Até hoje, achamos lindo, sermos a pátria das empresas alheias. A Presidenta Dilma promulgou uma lei que a partir de 2017, daqui a 2 anos, todas as empresas transnacionais, ou multinacionais que quiserem permanecer no país, vão ter de fazer como se fez na Coreia do Sul, investir em pesquisa local, em tecnologia local, em inovação daqui para fora. Mas como eu conheço bem, ainda mais o empresariado nacional e os capatazes internacionais, duvido muito se em 2017, não tiver gente choramingando, porque não estava preparado para mudar e se prorroga, como sempre se faz, por tempo indeterminado, ainda mais se o Joaquim Levy ainda não tiver sido chutado fora.
Não que se queira chegar próximo à China, país que investe em patentes, em pesquisas que gerem conhecimento para trazer riqueza. Não, somos espertos, muito pouco inteligentes. A China que era rural, quando o Brasil já se vangloriava do “Milagre Econômico”, de repente passou o Japão e chegou próximo dos EUA, e o Brasil continua se achando muito esperto. Sem que essa esperteza, a inteligência de preguiçoso se reverta em patentes que nos gerem lucros internamente.

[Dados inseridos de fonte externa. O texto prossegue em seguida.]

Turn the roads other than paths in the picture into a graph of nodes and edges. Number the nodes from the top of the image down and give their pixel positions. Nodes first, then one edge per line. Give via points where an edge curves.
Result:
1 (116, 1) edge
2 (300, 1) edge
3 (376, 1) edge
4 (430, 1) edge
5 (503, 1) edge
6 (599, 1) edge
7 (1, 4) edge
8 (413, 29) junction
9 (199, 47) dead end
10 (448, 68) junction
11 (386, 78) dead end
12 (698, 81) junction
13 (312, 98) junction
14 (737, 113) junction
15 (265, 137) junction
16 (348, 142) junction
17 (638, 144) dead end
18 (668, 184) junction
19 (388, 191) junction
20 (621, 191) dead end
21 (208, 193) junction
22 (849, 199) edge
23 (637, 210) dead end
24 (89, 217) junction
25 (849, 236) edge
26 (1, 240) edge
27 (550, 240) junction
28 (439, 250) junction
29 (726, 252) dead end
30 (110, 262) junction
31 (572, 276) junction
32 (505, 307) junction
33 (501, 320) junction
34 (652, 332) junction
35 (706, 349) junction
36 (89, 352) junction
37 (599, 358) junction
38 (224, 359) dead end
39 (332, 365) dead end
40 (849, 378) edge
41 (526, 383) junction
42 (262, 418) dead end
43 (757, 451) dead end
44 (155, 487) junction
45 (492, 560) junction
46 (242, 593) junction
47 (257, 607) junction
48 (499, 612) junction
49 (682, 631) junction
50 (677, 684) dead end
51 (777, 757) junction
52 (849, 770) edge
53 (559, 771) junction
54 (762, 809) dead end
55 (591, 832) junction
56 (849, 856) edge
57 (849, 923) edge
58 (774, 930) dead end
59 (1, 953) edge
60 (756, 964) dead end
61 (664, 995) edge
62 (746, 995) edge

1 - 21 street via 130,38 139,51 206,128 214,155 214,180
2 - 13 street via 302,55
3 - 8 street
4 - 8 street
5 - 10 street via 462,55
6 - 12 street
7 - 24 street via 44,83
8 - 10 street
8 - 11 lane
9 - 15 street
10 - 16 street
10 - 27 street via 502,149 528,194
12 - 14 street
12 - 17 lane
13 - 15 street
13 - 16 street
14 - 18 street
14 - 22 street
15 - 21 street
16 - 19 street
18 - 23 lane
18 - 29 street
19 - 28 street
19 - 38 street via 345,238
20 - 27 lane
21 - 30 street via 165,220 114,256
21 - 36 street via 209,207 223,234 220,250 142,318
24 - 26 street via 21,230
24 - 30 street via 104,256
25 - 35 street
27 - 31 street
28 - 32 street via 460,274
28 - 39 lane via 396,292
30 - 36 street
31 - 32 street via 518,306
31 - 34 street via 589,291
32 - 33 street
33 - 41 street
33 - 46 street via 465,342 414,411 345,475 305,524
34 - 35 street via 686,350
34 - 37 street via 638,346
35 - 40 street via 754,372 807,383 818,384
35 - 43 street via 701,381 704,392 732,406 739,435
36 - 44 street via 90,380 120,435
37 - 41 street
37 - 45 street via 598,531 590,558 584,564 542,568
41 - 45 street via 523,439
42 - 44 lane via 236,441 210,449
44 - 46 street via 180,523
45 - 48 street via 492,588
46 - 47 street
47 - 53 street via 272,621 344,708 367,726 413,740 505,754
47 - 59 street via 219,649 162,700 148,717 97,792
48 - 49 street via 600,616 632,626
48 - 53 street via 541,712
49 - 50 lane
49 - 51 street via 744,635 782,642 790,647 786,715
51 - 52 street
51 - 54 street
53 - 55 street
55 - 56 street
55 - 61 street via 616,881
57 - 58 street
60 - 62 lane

OH MÃE ME ENSINA ME EXPLICA ME DIZ...
Quais as empresas nacionais, de capital majoritariamente brasileiro que realmente trazem lucros, ai invés de saírem? Petrobrás – em crise pelo preço do petróleo internacional -, EMBRAER que cada dia participa menos do mercado internacional, Sadia/Perdigão? Até quando o Brasil se torna o maior exportador e produtor de carne bovina do mundo, o consumo, por questões conceituais, é mal visto, tende-se a trocar o consumo de proteína animal, por vegetais, massas e até carne menos agressiva.
Empreiteiras não entram no cálculo da Balança Comercial, do PIB e da renda nacional, ainda mais agora que estão com o rabo preso, literalmente, estão mais em queda do que paraquedista português que pensou que guarda-chuva era velame de salto. As produtoras de sucos, principalmente de laranja para os EUA e mercado internacional, de soja, de grãos em geral, exportam, muitas vezes, o produto in bruto, ainda vão ser transformados lá fora, como se fazia no Brasil Colônia e desde então, mudou muito pouco. Açaí que desde que uma empresa norte-americana compra toda a produção do Pará e engarrafa nos EUA, começou a dar mal de chagas, mal de corno, febre amarela, dor de veado, mas só no Brasil, o açaí deles é limpinho, andiroba, camu-camu comercializados pela Natura que paga um milheiro a uns poucos centavos e vende como filantropia com o povo da floresta, são exportados como se fazia com o pau-Brasil e com a árvore que dá cheiro ao Chanel nº 5, extraído da Amazônia, sem nem deixar lembranças.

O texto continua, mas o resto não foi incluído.